-- Study material --

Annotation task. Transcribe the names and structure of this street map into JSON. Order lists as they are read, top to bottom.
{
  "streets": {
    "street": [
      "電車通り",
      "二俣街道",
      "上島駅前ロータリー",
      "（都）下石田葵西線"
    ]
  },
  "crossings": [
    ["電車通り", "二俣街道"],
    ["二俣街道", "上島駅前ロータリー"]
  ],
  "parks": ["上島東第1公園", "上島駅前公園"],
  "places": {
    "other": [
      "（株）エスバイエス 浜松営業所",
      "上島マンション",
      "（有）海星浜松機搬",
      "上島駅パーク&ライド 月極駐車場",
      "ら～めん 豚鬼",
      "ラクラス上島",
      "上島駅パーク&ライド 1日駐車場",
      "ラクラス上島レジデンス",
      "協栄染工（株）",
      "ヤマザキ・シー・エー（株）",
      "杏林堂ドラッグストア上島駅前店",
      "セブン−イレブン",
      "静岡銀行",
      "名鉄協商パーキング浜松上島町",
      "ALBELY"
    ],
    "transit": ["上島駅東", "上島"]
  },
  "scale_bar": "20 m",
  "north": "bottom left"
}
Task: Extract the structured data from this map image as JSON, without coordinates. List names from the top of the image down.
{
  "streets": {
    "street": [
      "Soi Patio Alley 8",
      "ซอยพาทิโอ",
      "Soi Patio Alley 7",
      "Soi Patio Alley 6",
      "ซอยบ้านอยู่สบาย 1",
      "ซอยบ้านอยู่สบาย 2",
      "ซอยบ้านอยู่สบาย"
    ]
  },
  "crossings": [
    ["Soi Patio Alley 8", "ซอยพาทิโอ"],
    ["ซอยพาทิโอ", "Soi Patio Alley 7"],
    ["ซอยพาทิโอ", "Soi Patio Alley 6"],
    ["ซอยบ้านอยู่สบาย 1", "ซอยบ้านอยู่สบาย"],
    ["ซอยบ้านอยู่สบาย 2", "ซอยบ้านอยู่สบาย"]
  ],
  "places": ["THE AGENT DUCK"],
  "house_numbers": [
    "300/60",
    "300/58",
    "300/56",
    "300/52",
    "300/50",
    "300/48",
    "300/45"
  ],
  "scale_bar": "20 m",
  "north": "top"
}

-- Your goal --
All entries must come back exactly as they were written.

-- Written answer --
Annotation task. Transcribe the names and structure of this street map into JSON. Order lists as they are read, top to bottom.
{
  "streets": {
    "street": [
      "電車通り",
      "二俣街道",
      "上島駅前ロータリー",
      "（都）下石田葵西線"
    ]
  },
  "crossings": [
    ["電車通り", "二俣街道"],
    ["二俣街道", "上島駅前ロータリー"]
  ],
  "parks": ["上島東第1公園", "上島駅前公園"],
  "places": {
    "other": [
      "（株）エスバイエス 浜松営業所",
      "上島マンション",
      "（有）海星浜松機搬",
      "上島駅パーク&ライド 月極駐車場",
      "ら～めん 豚鬼",
      "ラクラス上島",
      "上島駅パーク&ライド 1日駐車場",
      "ラクラス上島レジデンス",
      "協栄染工（株）",
      "ヤマザキ・シー・エー（株）",
      "杏林堂ドラッグストア上島駅前店",
      "セブン−イレブン",
      "静岡銀行",
      "名鉄協商パーキング浜松上島町",
      "ALBELY"
    ],
    "transit": ["上島駅東", "上島"]
  },
  "scale_bar": "20 m",
  "north": "bottom left"
}
Task: Extract the structured data from this map image as JSON, without coordinates. List names from the top of the image down.
{
  "streets": {
    "street": [
      "Soi Patio Alley 8",
      "ซอยพาทิโอ",
      "Soi Patio Alley 7",
      "Soi Patio Alley 6",
      "ซอยบ้านอยู่สบาย 1",
      "ซอยบ้านอยู่สบาย 2",
      "ซอยบ้านอยู่สบาย"
    ]
  },
  "crossings": [
    ["Soi Patio Alley 8", "ซอยพาทิโอ"],
    ["ซอยพาทิโอ", "Soi Patio Alley 7"],
    ["ซอยพาทิโอ", "Soi Patio Alley 6"],
    ["ซอยบ้านอยู่สบาย 1", "ซอยบ้านอยู่สบาย"],
    ["ซอยบ้านอยู่สบาย 2", "ซอยบ้านอยู่สบาย"]
  ],
  "places": ["THE AGENT DUCK"],
  "house_numbers": [
    "300/60",
    "300/58",
    "300/56",
    "300/52",
    "300/50",
    "300/48",
    "300/45"
  ],
  "scale_bar": "20 m",
  "north": "top"
}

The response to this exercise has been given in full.